Your objective:
Gather, from the data below, each line in which the word "points" occurs.

──────── Input for this task

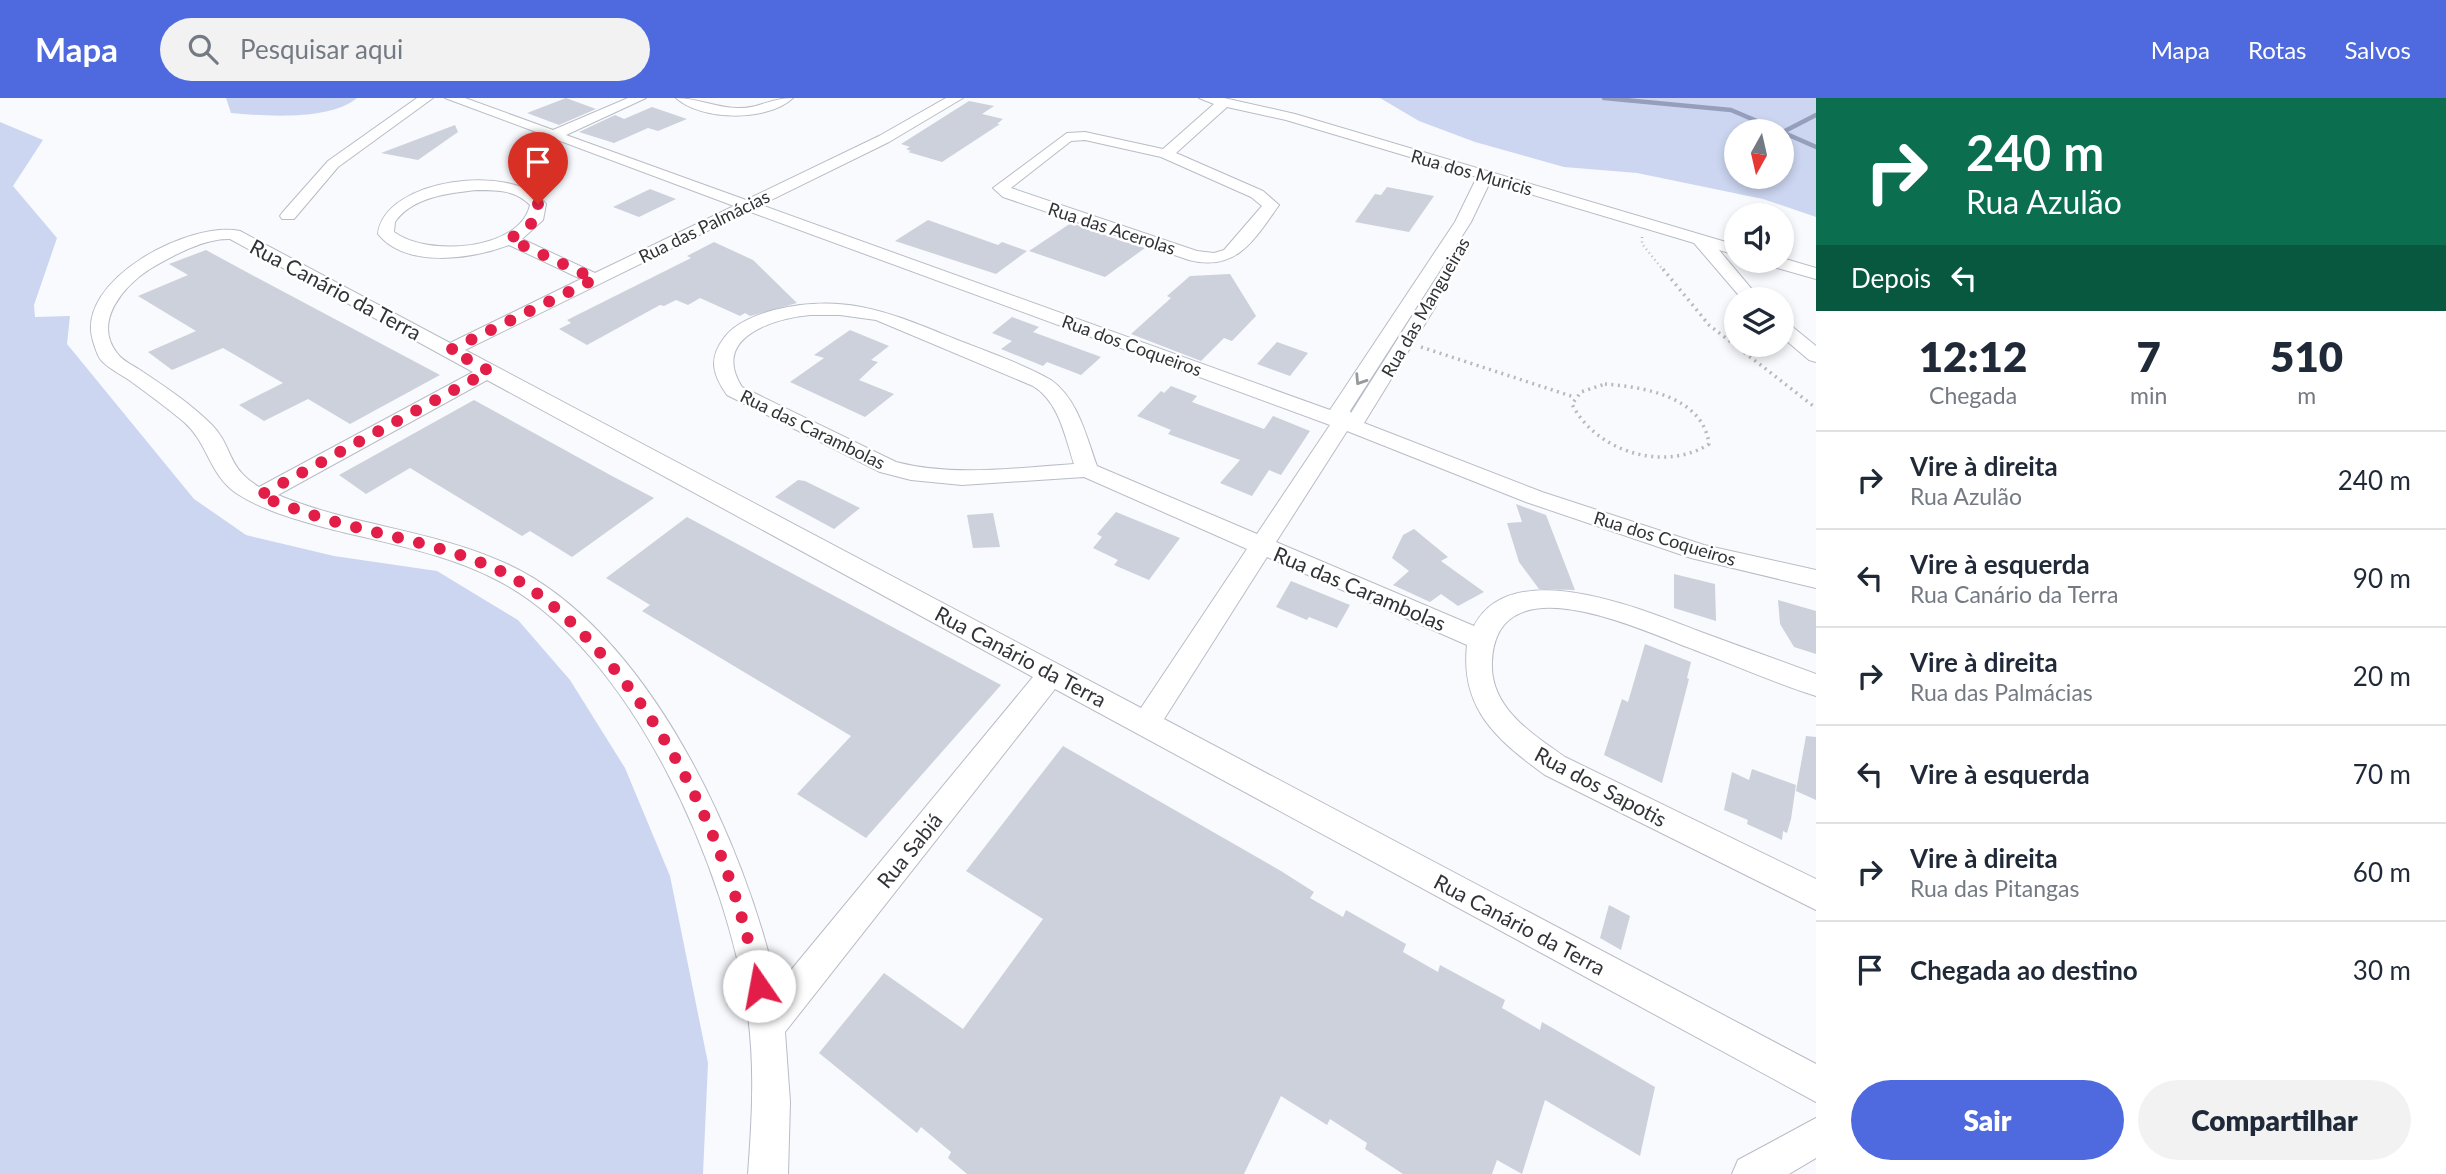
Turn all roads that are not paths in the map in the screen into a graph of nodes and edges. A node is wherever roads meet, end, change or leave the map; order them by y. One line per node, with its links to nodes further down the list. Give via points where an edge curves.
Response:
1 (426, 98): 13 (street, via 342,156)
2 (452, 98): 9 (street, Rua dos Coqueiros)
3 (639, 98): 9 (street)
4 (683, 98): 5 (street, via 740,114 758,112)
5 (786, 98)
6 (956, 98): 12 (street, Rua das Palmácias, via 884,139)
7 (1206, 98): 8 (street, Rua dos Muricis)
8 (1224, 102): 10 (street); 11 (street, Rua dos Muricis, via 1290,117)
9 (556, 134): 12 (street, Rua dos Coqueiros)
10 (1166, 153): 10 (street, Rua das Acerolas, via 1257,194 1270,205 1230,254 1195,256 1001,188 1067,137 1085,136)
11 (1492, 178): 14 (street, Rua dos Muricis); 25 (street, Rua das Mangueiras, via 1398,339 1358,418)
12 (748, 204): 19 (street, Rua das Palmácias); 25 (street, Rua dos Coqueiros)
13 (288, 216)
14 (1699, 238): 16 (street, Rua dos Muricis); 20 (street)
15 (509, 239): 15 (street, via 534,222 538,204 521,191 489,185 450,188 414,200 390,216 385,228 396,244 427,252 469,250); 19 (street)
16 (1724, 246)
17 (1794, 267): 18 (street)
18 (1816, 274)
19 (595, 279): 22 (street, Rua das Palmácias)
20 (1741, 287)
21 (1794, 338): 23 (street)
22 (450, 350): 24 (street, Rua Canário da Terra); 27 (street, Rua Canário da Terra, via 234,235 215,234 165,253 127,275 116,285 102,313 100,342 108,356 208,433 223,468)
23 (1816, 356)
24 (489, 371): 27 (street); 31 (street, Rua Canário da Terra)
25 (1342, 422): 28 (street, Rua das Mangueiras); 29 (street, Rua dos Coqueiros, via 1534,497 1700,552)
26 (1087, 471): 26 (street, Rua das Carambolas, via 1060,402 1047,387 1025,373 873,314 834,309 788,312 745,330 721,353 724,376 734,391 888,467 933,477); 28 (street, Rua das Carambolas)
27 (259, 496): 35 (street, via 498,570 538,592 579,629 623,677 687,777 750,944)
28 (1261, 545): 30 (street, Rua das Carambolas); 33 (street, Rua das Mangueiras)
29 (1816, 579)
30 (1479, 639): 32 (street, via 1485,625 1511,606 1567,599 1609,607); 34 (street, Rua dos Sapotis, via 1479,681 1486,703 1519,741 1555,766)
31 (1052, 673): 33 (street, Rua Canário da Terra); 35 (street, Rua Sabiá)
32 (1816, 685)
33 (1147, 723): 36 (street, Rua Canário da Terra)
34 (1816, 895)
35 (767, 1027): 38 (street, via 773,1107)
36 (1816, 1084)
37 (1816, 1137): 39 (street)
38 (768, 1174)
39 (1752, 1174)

────────────────
──────── Input for this task

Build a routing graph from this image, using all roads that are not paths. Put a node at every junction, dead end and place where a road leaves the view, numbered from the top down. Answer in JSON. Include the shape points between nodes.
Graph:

────────────────

Task output:
Turn all roads that are not paths in the map in the screen into a graph of nodes and edges. A node is wherever roads meet, end, change or leave the map; order them by y. One line per node, with its links to nodes further down the list. Give via points where an edge curves.
Build a routing graph from this image, using all roads that are not paths. Put a node at every junction, dead end and place where a road leaves the view, numbered from the top down. Answer in JSON. Include the shape points between nodes.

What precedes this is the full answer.